Pullman is a familiar name to U.S. history survey students. They encounter the company—which produced railroad cars and provided sleeping-car service to the nation's railroads—when studying late-nineteenth-century labor relations and the mid-twentieth-century struggle for civil rights. Texts point to Pullman as a symbol of Gilded Age anti-unionism. Students learn that in 1894 the federal government used an injunction and troops to crush a strike by Pullman railroad car builders that was being supported by an American Railway Union nationwide boycott of the company's sleeping cars. Pullman briefly reappears in chapters on World War II, when A. Phillip Randolph, president of the company's only independent union, the Brotherhood of Sleeping Car Porters, successfully led a movement of black workers demanding that the federal government prohibit discrimination in defense industries. Beyond these two pivotal events, Pullman typically recedes from historical notice.

Susan Eleanor Hirsch's book effectively places these events in the context of the Pullman Company's developing labor relations policies. For more than eighty years Pullman used a variety of managerial strategies in its quest to hold labor down costs and remain union-free. The Pullman workforce was divided into three segments: the manufacturing division, which built railway cars, the car repair division, and the passenger service division. To undermine worker solidarity across the units, the company devised a different labor strategy for each segment of the firm. From the beginning, Pullman sought to manipulate ethnic, racial, and gender differences to maintain control of the workplace. In the sleeping car service, for instance, the company combined adoption of the new bureaucratic form of labor management recently developed by the railroads with a policy of segmenting jobs by race. Hiring white men at higher wages as conductors and black men at low wages as porters divided workers, while a bonus and seniority system and welfare capitalist benefits promoted loyalty to the firm. Faith in the power of the environment to create a tractable labor force initially shaped labor policy in the manufacturing division. The benefits of Pullman's renowned model town, however, failed to prevent the white, largely skilled, but ethnically diverse workforce from uniting first in the Knights of Labor and then in the American Railway Union. Supported by the local community, unionists fought to defend craft skills, to gain shorter [End Page 725] hours, and to prevent wage cuts. After crushing the 1894 strike with the aid of the state, the company turned to technology and industrial engineering to take control of the workplace from the craftsmen in the manufacturing division and vigorously suppressed subsequent organizing efforts.

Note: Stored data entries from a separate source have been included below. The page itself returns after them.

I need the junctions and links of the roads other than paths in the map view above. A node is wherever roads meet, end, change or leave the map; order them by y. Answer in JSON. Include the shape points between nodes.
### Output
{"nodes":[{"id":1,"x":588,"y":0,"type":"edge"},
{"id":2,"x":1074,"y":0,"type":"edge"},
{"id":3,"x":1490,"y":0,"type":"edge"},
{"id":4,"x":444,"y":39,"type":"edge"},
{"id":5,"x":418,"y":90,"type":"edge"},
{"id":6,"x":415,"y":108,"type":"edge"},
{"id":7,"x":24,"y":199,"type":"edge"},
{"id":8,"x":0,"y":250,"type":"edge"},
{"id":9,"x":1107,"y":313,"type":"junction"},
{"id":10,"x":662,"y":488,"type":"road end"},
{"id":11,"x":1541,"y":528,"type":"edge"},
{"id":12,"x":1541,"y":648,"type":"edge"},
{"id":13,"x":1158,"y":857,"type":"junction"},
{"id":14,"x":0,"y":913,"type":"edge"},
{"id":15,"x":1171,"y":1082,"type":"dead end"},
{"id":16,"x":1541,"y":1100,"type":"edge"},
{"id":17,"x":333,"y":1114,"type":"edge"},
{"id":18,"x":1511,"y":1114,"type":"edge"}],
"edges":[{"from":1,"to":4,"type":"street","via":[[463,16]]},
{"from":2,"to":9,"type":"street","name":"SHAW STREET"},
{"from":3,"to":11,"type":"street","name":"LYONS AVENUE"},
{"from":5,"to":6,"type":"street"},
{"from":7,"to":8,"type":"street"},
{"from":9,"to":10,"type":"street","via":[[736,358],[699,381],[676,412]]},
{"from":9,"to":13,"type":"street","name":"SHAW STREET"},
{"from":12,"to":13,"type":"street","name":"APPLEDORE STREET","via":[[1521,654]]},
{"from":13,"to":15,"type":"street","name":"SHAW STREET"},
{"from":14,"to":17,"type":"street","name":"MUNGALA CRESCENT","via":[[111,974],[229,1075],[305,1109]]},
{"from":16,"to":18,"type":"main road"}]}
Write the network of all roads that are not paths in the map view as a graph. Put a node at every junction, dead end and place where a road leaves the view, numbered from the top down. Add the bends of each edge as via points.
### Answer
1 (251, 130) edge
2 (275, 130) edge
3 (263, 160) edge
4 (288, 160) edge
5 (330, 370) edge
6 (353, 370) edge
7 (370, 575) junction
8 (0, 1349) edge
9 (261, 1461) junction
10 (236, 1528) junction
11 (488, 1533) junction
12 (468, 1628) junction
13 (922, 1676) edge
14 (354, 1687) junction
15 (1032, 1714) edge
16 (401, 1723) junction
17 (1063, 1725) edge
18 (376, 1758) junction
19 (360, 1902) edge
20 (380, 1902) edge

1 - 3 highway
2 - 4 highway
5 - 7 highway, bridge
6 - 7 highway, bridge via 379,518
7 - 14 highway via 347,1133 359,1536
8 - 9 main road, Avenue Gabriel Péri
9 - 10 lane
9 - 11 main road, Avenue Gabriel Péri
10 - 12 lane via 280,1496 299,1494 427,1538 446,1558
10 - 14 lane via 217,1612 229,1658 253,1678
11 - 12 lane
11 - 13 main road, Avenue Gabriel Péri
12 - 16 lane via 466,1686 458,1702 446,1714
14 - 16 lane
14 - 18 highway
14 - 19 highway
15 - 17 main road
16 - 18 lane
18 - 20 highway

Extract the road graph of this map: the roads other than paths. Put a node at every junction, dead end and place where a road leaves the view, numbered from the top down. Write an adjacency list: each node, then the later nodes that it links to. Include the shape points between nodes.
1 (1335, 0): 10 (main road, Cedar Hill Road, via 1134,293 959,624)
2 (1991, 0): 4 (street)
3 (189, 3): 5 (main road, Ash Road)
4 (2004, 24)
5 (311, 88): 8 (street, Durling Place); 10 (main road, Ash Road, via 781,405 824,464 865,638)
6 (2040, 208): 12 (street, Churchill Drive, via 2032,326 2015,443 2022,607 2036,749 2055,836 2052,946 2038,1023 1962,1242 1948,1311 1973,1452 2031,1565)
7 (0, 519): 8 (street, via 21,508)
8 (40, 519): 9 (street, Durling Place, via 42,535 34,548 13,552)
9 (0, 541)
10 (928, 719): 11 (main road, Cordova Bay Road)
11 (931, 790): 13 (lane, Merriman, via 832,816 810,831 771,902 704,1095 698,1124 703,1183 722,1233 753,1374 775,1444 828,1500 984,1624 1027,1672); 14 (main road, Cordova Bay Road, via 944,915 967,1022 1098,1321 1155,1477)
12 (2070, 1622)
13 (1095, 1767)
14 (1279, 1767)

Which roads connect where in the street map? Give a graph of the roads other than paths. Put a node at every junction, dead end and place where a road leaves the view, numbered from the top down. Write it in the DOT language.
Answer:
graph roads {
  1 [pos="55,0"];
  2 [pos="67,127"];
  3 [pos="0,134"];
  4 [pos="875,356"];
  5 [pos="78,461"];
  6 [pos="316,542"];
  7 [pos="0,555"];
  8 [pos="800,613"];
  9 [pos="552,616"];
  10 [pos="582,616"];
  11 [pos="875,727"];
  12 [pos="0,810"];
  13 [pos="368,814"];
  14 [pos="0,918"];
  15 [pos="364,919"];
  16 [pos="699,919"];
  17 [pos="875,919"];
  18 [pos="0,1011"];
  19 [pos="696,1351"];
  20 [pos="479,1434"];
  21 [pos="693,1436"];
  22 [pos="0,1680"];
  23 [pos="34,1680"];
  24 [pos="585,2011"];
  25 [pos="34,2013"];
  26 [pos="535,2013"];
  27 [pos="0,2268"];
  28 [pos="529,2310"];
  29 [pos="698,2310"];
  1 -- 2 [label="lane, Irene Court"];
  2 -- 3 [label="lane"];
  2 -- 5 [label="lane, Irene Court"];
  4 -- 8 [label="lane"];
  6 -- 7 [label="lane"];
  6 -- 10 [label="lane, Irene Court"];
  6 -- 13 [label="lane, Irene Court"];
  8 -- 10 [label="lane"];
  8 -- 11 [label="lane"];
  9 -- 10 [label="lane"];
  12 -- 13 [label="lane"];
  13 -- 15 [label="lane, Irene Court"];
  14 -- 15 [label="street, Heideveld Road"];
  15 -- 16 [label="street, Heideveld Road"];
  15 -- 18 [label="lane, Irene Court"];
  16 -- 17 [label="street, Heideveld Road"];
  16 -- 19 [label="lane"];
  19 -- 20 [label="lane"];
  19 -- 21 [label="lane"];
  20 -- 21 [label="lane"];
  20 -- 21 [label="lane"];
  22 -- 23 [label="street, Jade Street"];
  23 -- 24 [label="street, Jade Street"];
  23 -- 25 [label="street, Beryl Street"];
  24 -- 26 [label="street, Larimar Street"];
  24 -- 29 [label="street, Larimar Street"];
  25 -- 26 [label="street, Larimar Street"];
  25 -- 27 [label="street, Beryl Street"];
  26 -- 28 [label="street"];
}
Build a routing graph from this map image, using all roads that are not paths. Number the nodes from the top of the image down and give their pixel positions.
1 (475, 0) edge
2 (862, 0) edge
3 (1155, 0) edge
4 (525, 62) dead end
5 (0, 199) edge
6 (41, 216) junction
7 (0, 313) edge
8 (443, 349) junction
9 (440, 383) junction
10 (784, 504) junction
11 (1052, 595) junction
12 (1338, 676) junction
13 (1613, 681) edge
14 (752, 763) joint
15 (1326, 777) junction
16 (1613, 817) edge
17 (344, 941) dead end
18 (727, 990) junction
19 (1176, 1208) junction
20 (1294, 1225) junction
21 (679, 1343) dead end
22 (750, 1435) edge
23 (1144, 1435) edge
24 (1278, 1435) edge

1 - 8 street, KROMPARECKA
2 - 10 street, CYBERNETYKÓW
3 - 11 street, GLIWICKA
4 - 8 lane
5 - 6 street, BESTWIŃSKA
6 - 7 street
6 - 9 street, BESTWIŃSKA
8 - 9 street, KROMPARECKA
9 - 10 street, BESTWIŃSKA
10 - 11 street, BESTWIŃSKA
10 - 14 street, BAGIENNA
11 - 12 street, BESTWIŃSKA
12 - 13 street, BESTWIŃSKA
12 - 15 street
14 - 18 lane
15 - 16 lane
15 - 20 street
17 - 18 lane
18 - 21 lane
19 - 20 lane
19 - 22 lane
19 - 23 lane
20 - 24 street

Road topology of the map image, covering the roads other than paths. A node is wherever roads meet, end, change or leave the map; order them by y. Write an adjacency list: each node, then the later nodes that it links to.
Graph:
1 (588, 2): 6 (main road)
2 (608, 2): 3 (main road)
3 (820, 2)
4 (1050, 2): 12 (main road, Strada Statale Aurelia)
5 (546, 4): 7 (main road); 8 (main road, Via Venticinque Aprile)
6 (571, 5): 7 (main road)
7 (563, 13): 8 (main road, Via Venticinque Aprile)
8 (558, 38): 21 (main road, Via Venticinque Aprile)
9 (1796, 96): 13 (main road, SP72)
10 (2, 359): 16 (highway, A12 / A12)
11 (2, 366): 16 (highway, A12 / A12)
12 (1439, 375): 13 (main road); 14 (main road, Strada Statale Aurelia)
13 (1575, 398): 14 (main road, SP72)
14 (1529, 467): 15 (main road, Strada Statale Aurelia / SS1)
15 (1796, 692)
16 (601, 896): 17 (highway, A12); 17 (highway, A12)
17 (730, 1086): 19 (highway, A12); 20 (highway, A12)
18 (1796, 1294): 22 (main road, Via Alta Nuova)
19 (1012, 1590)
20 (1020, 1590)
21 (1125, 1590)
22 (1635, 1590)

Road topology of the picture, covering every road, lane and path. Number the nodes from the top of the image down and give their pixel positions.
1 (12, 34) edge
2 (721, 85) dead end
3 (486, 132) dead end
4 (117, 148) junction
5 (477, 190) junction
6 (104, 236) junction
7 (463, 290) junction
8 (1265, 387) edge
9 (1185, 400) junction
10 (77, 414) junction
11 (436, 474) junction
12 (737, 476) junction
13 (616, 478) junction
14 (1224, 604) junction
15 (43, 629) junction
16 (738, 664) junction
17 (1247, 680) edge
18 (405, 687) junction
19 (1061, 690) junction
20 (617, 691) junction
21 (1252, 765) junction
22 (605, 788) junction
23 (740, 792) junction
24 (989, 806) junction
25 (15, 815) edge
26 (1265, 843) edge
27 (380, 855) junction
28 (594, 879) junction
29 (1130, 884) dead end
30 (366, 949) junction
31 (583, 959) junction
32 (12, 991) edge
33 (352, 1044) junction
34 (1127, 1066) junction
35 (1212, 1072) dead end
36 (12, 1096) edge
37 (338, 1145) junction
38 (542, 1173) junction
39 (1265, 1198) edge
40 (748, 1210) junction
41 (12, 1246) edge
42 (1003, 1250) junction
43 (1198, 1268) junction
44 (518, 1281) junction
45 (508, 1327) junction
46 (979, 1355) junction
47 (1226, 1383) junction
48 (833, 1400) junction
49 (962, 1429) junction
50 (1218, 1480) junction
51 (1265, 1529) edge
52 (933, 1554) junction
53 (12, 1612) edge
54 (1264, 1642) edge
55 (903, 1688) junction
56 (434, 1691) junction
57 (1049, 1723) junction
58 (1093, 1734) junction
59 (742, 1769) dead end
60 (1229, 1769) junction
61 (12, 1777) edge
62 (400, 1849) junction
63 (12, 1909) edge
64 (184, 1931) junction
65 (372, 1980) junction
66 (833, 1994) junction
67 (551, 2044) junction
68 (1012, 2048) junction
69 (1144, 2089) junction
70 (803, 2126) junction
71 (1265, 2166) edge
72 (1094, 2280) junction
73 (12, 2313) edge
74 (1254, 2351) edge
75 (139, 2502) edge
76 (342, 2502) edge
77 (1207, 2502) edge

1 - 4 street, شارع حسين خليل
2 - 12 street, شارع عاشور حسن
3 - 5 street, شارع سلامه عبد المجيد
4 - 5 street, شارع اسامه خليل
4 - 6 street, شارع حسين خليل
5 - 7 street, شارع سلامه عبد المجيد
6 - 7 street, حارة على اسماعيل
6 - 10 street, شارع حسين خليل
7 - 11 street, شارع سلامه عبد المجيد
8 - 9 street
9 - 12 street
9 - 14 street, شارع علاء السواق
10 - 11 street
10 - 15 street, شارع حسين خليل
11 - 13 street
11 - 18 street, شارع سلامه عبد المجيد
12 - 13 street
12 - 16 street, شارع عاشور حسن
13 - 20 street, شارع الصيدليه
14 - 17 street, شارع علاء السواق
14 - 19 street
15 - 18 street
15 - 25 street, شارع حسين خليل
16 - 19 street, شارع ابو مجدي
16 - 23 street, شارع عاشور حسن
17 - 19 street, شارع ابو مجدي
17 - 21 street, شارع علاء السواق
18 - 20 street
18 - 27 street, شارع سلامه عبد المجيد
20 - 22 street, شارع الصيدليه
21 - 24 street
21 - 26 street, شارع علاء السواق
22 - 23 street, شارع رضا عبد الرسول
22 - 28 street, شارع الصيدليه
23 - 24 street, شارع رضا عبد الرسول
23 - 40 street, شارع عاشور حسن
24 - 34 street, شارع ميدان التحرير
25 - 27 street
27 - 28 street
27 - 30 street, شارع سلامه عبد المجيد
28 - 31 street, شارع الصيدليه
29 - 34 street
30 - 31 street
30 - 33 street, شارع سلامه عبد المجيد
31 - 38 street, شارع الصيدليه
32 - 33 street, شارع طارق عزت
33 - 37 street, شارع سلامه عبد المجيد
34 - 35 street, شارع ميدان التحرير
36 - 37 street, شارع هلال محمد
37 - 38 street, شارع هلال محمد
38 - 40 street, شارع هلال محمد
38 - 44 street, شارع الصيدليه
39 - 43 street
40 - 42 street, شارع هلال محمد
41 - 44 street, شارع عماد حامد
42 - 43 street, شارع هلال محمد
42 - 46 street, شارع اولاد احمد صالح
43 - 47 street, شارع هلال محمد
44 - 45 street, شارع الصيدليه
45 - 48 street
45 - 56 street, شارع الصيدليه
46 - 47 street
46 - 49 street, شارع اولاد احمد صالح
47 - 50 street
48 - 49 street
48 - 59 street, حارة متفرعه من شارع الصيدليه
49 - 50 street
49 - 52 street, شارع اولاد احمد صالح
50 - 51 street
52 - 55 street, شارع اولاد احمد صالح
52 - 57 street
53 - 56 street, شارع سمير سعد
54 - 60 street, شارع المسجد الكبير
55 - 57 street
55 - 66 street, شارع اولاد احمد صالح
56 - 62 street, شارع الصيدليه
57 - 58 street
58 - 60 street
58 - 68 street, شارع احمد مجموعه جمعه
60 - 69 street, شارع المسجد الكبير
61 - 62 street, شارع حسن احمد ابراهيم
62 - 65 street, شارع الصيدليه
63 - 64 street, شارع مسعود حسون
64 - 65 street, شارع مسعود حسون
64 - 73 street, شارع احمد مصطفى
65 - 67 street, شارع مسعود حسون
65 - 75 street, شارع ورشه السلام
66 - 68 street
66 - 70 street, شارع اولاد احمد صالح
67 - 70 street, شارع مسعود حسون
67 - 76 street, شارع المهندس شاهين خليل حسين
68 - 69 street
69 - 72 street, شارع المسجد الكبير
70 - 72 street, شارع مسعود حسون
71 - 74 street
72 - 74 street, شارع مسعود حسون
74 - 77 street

Pullman used yet another approach in its repair shops and yards. In response to new challenges to managerial control in the wake of the government takeover of sleeping car service and repair shops during World War I and the 1922 shopmen's strike, Pullman expanded its welfare programs, established employee representation plans, and—as a direct challenge to segregated American Federation of Labor (AFL) unions—integrated its repair shops, even promoting black men into skilled positions. Ironically, black workers found more equity in Pullman's ERP than in the lodges of the railway unions. In addition, a seniority system helped create a core of long-term repair shop employees. During the Great Depression of the 1930s, with the exception of the black porters, Pullman managed to keep independent unionism at bay—both AFL and the Congress of Industrial Labor (CIO)—through the establishment of company unions and "through a combination of positive incentives, manipulation of racial divisions among workers, and intimidation" (p. 147). Labor shortages during World War II temporarily broke long-standing gender barriers in all the divisions, and late in the war federal government intervention enabled the steelworkers to organize the Pullman Car Works. But racial conflict and the warfare between the CIO and AFL left most of the repair shop and...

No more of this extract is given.